─── TASK INPUTS

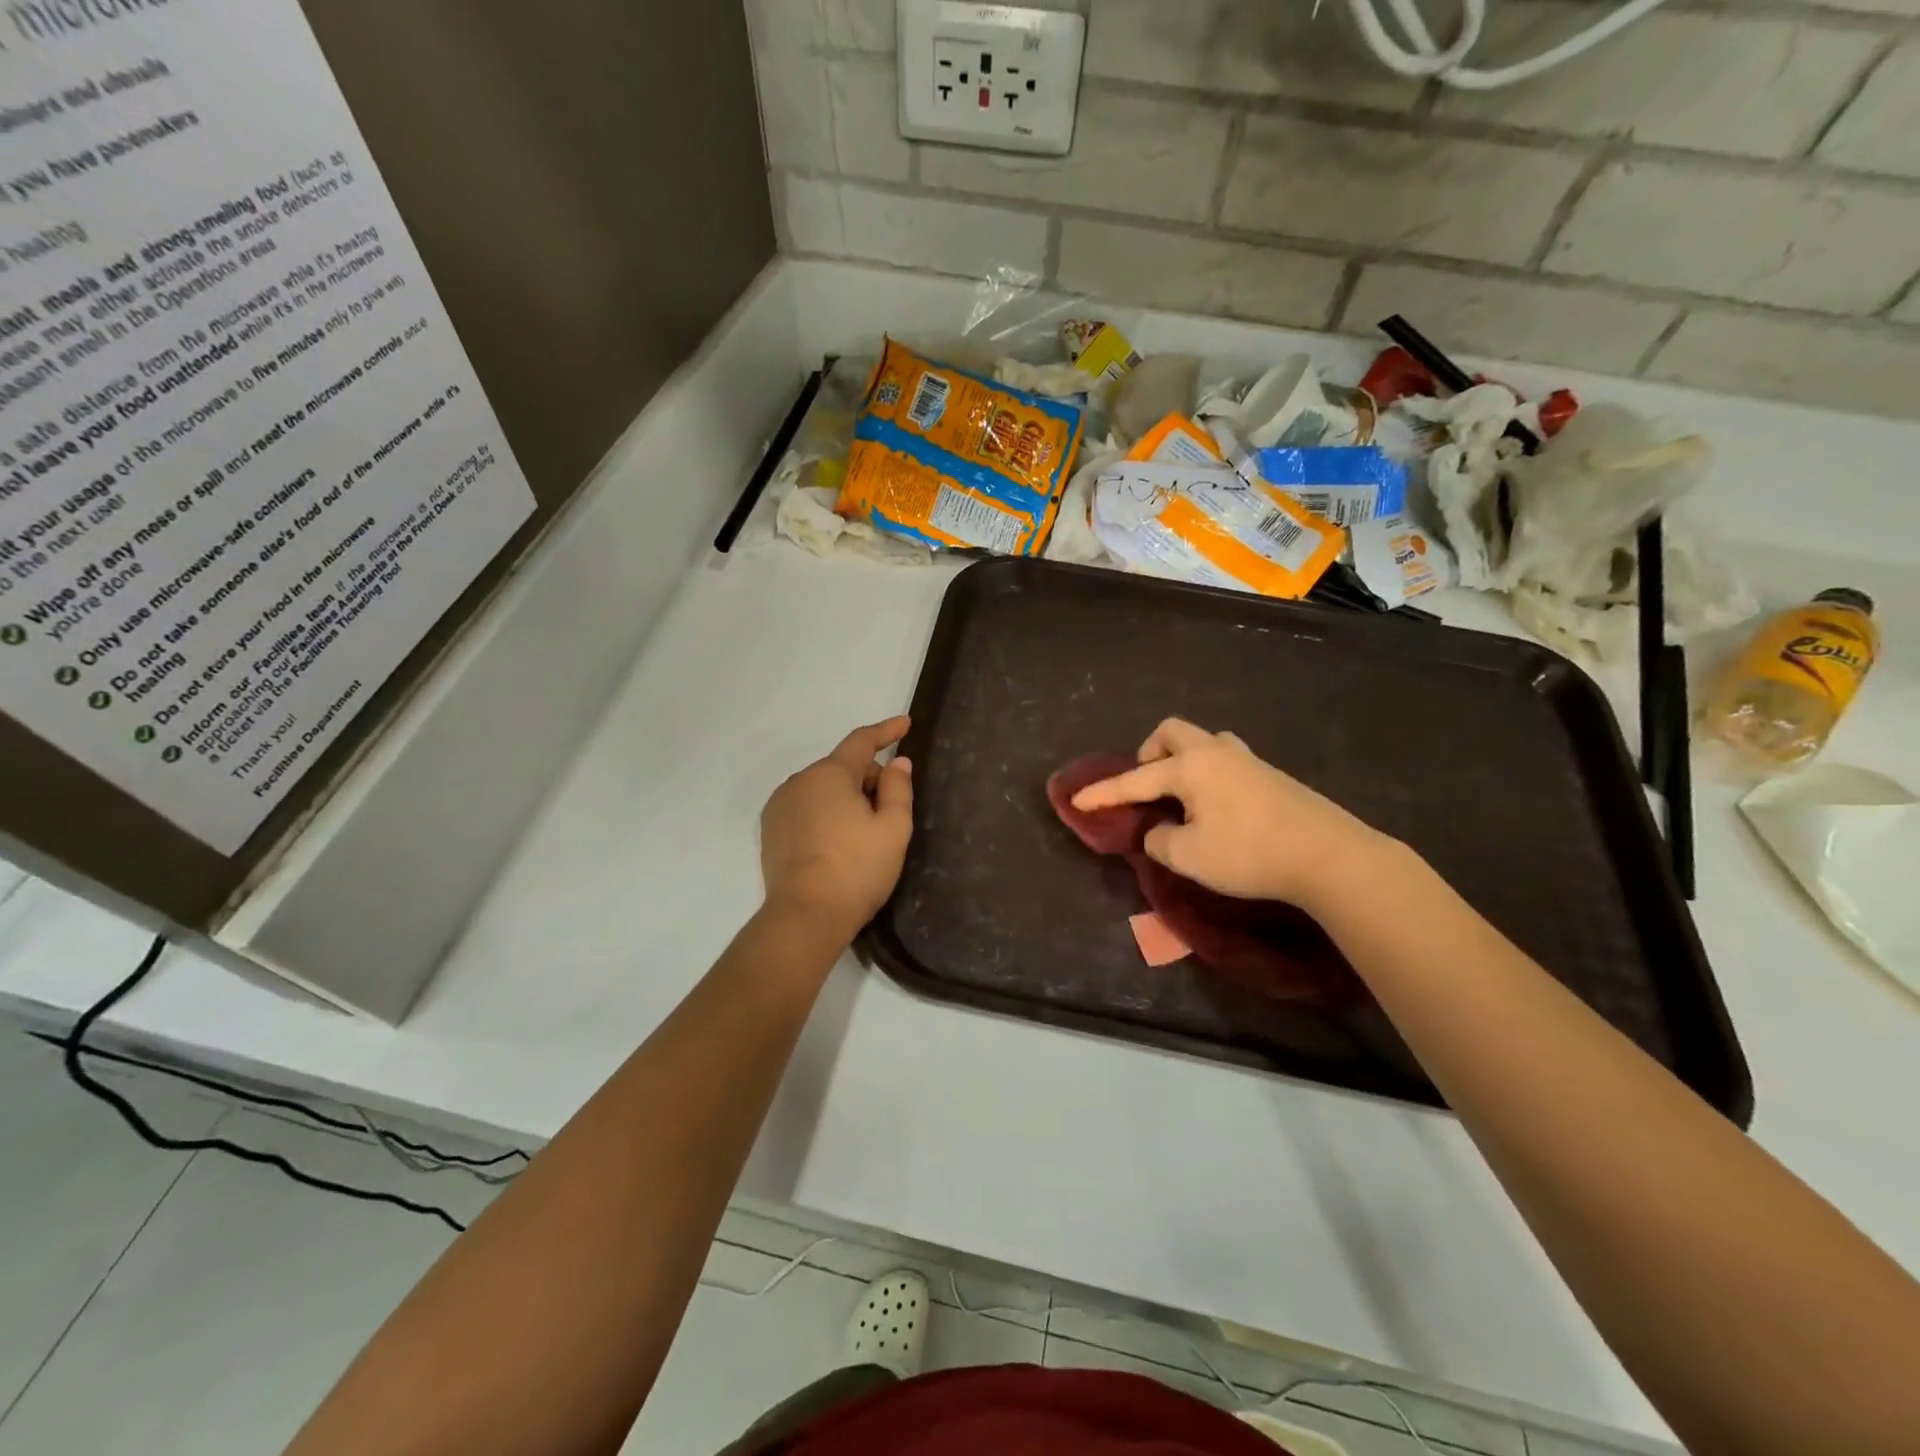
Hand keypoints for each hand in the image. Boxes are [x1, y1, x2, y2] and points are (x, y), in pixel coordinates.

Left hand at [760, 717, 914, 944]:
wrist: (805, 917)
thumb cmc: (857, 870)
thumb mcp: (892, 828)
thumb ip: (897, 789)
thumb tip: (897, 763)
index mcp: (830, 774)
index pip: (862, 741)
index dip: (887, 731)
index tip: (905, 724)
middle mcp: (800, 781)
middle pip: (843, 768)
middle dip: (869, 780)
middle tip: (889, 814)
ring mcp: (780, 806)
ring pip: (824, 789)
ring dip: (846, 799)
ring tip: (863, 835)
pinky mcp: (771, 830)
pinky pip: (806, 808)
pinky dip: (825, 814)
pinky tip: (837, 844)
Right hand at [1071, 718, 1390, 912]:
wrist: (1329, 856)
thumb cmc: (1249, 853)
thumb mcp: (1189, 856)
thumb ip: (1160, 841)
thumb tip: (1160, 830)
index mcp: (1190, 767)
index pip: (1135, 779)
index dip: (1103, 793)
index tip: (1076, 800)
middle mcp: (1215, 752)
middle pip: (1172, 732)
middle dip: (1149, 753)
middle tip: (1146, 784)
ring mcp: (1248, 760)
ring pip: (1203, 742)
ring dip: (1182, 760)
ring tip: (1181, 795)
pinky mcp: (1271, 775)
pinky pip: (1224, 760)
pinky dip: (1207, 774)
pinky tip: (1215, 805)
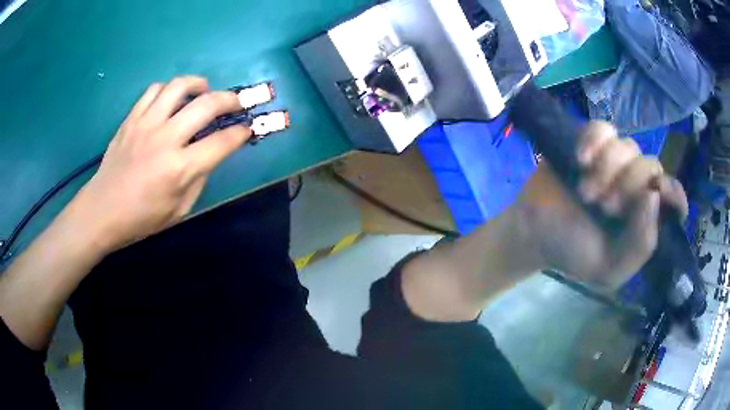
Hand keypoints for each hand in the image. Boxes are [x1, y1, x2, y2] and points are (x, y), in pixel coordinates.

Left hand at [68, 76, 249, 252]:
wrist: (102, 210)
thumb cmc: (141, 218)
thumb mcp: (179, 209)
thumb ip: (198, 179)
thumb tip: (209, 154)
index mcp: (180, 169)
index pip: (222, 142)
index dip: (240, 133)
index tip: (247, 128)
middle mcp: (165, 139)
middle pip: (207, 105)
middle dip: (230, 100)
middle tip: (236, 103)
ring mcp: (146, 124)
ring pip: (179, 86)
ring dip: (199, 84)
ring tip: (204, 91)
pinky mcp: (131, 118)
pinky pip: (154, 90)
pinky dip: (169, 89)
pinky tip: (171, 99)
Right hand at [517, 121, 687, 287]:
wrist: (534, 233)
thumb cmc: (573, 253)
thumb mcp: (609, 269)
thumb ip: (639, 245)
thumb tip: (654, 195)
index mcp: (645, 218)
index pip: (674, 196)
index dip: (672, 193)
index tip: (654, 194)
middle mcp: (636, 186)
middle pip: (652, 165)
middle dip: (630, 185)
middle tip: (605, 206)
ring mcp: (615, 162)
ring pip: (629, 145)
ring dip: (608, 169)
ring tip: (586, 191)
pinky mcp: (591, 144)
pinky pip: (603, 128)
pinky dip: (595, 140)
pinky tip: (582, 159)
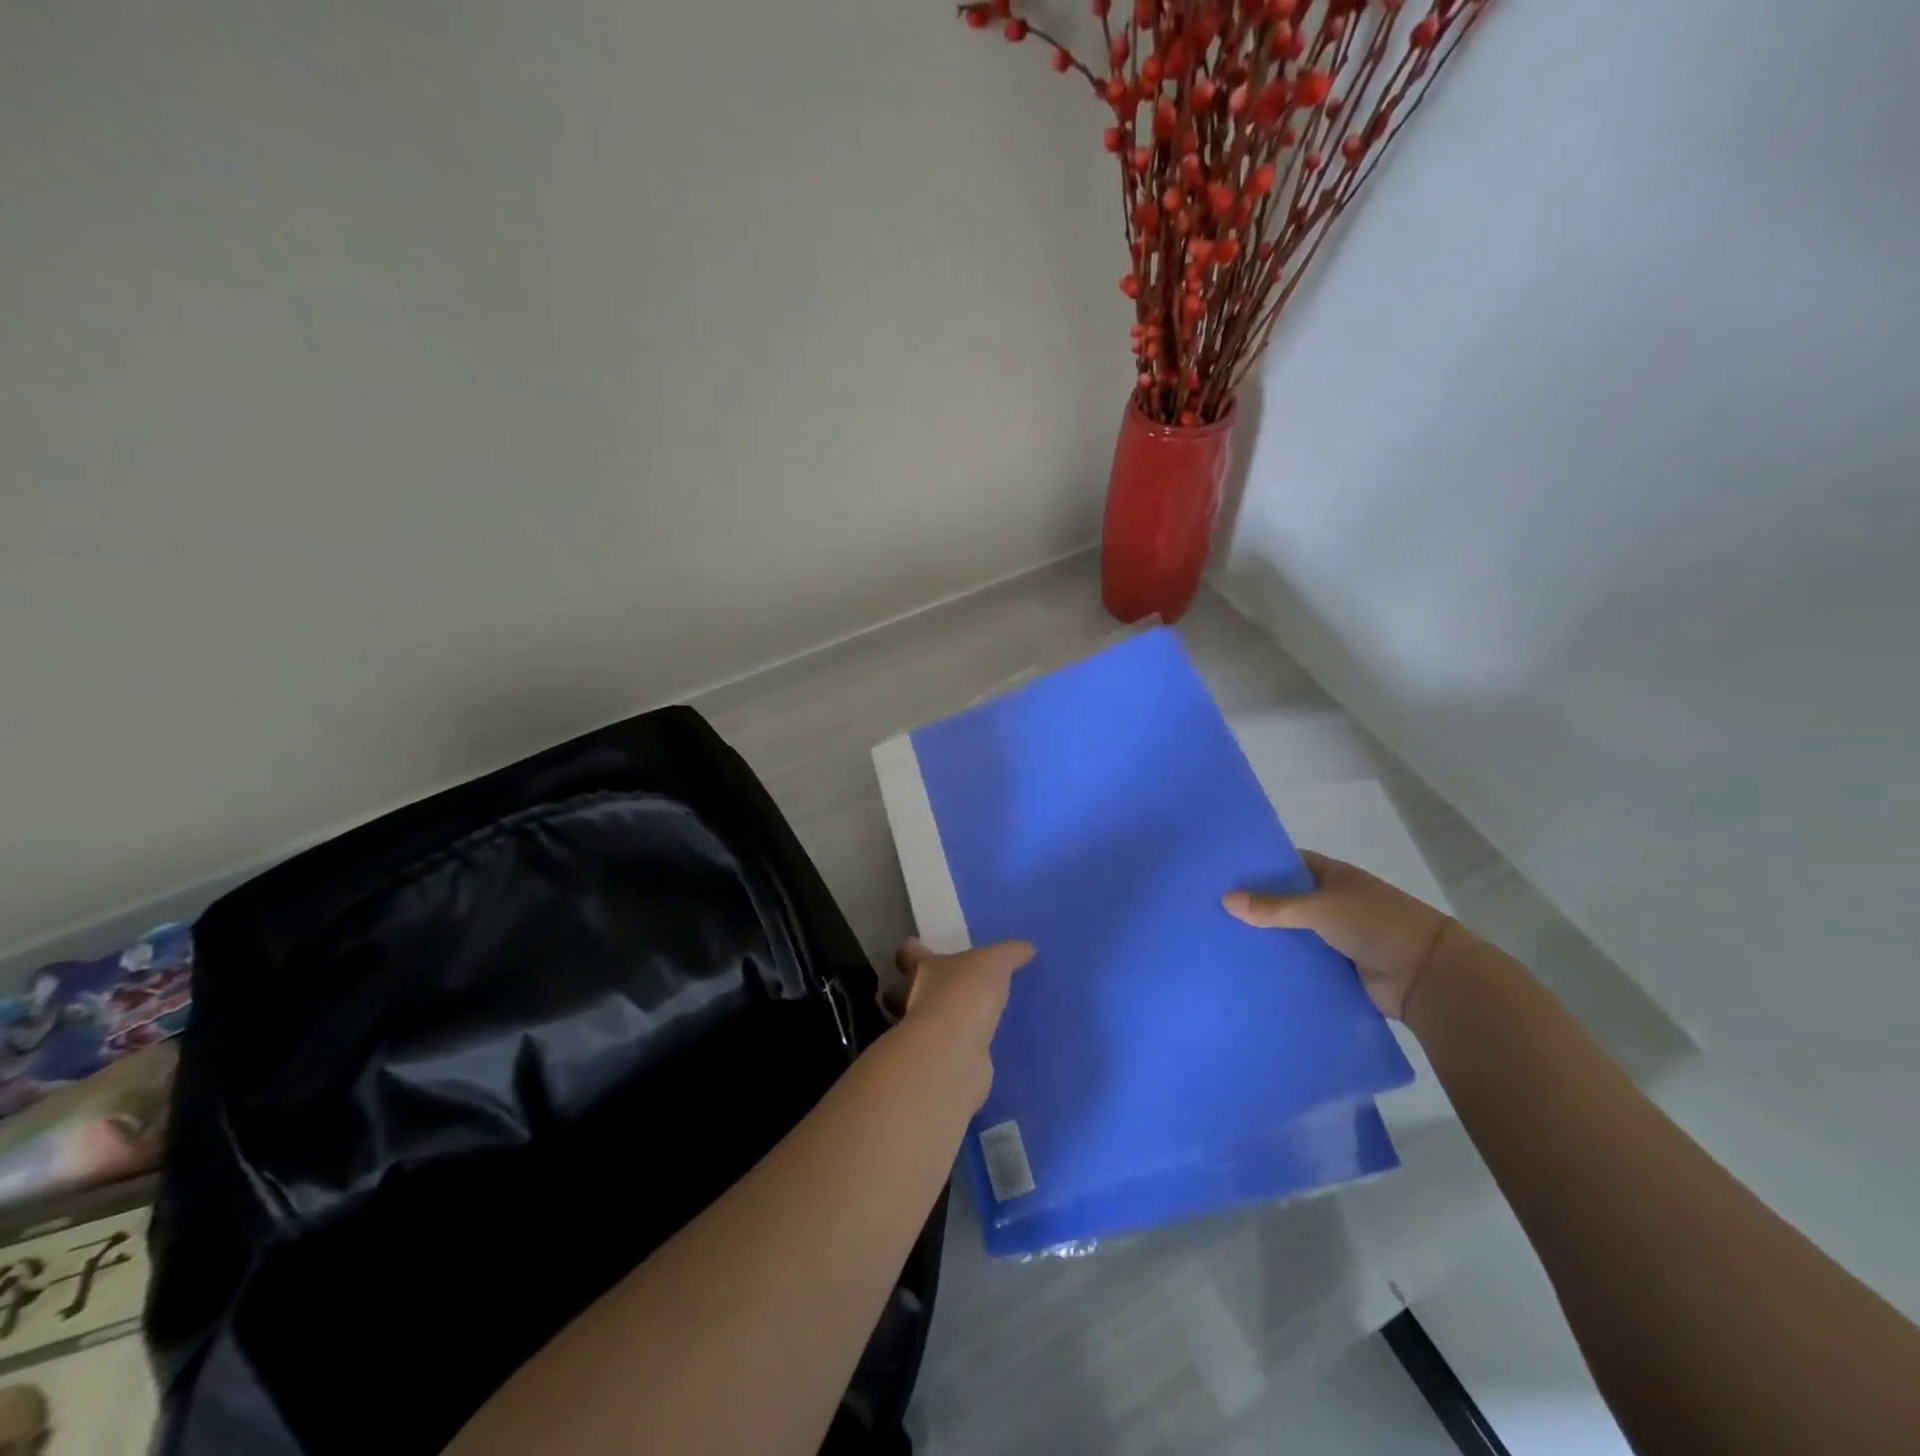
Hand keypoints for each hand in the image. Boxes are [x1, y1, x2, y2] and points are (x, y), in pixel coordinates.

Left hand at [889, 939, 1033, 1102]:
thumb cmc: (964, 994)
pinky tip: (968, 1048)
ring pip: (916, 1023)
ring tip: (954, 1021)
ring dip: (928, 1022)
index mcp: (921, 968)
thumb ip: (1009, 954)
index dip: (912, 949)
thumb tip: (1027, 947)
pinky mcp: (933, 1062)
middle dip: (909, 990)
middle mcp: (911, 999)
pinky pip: (939, 1050)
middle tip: (933, 989)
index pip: (907, 953)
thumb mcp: (994, 963)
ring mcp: (918, 1034)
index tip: (917, 947)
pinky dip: (949, 1048)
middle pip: (900, 991)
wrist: (953, 1052)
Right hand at [1224, 851, 1455, 1020]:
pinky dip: (1281, 964)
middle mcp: (1330, 902)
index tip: (1220, 873)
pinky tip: (1247, 967)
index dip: (1257, 866)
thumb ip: (1274, 906)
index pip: (1286, 864)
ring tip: (1219, 940)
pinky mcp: (1335, 966)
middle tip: (1210, 910)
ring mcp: (1333, 935)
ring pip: (1290, 932)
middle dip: (1254, 905)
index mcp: (1331, 876)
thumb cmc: (1376, 924)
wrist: (1427, 976)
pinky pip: (1300, 961)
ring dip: (1265, 938)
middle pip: (1284, 900)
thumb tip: (1225, 899)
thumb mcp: (1321, 908)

──────

_WHAT YOU HAVE TO DO_:
Quote, exactly and only, the lines from the first line of the data above through the line containing "thumb cmc: (1249, 853)". The pictures do not belong in it.

_RESULT FOR THIS EXERCISE_:
Hand keypoints for each hand in the image. Boxes are [x1, y1, x2, y2] and points are (x, y), in pixel coordinates.

Left hand at [760, 717, 914, 944]:
wrist: (805, 917)
thumb cmc: (857, 870)
thumb mcp: (892, 828)
thumb ip: (897, 789)
thumb tip: (897, 763)
index mcp: (830, 774)
index pip: (862, 741)
index dip: (887, 731)
index tip: (905, 724)
middle mcp: (800, 781)
middle pip: (843, 768)
middle dip: (869, 780)
middle tip: (889, 814)
ring mcp: (780, 806)
ring pip: (824, 789)
ring dip: (846, 799)
ring tip: (863, 835)
pinky mcp: (771, 830)
pinky pip: (806, 808)
pinky dip: (825, 814)
pinky tip: (837, 844)
Right hand at [1071, 718, 1390, 912]:
wrist: (1329, 856)
thumb cmc: (1249, 853)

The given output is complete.